Pentium 4 failed because of one thing - power use and heat. It would have killed the Athlon 64 except it was limited in clock speed by this. Intel's big mistake was they didn't consider this a limiting factor, and, ironically, at 45 nm it would have been much less of one.
The reality is, Barcelona got stomped the day it came out by Intel's 1995 based architecture. It can't compete with Intel's generation previous to the previous generation. Yet, it was out well after it, and is larger. It's a complete failure.
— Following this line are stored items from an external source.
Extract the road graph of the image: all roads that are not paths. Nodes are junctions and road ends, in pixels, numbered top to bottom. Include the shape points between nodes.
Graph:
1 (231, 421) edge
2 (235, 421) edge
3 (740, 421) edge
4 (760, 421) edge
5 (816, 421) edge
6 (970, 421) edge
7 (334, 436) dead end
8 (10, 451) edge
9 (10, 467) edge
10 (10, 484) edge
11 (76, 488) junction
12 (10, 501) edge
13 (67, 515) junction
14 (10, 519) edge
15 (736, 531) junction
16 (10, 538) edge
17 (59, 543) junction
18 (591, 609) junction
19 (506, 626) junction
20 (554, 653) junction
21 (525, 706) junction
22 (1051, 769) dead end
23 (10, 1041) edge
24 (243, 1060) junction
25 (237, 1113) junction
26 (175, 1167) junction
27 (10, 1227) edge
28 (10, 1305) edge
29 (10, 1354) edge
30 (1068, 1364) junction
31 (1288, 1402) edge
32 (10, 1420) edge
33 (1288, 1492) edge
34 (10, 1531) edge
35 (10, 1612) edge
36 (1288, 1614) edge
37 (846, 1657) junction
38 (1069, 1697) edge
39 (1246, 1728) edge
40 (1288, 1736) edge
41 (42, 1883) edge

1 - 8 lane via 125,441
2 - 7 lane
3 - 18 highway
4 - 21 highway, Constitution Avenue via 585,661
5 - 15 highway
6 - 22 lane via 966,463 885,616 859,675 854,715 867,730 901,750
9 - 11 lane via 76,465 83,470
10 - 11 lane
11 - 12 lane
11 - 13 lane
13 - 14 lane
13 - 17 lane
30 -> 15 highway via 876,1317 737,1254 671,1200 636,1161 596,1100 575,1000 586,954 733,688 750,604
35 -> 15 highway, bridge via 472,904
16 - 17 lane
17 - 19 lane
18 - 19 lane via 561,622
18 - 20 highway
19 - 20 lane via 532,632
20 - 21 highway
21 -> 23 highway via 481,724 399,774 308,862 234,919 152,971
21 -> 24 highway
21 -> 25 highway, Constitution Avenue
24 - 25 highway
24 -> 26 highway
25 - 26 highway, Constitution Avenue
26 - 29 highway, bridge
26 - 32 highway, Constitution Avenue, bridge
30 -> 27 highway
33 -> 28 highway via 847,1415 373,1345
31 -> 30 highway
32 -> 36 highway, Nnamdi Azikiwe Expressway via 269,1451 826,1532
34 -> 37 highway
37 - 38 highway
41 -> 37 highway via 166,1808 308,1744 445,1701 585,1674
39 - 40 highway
It's comical to see people say they want to wait for the Bulldozer, and how it will compete with the SB. What do you base this on, it's new? It has NO CHANCE of being a better gaming processor, overall, because it's not designed that way. If you look at the design, you'll see AMD gave up competing with Intel on single-threaded performance, and as you can see from these benchmarks, going more than four threads yields nothing. Of course, that can change. BD will excel at multi-threading per watt, and will, AMD hopes, handle many threaded workloads more efficiently (meaning, per watt), than Intel's processors. For servers and such, where energy use is a big deal, this could make the processor very attractive for certain workloads. As is, AMD is worse at everything, and being better at this element is not trivial or unimportant, and I'm not in any way implying it. It's just not going to beat, or be close to, SB in games or other applications like that. Unless you can take advantage of the extra execution unit, or power use is critical (after all, a 2 core BD should be able to outperform a 2 core SB, if you're using four threads aggressively, since the BD will have two full execution units, compared to the virtual solution by Intel, and if you go to four core Intel, well, you're probably using more power), SB will almost certainly offer better performance. For gamers, power isn't important, and nothing seems to be capable of using 7+ threads, and you'd probably need 9-12 threads before a six core/12 execution unit BD would really flex its muscle over a six core SB. The test shown on this article don't show that's even close to reality right now.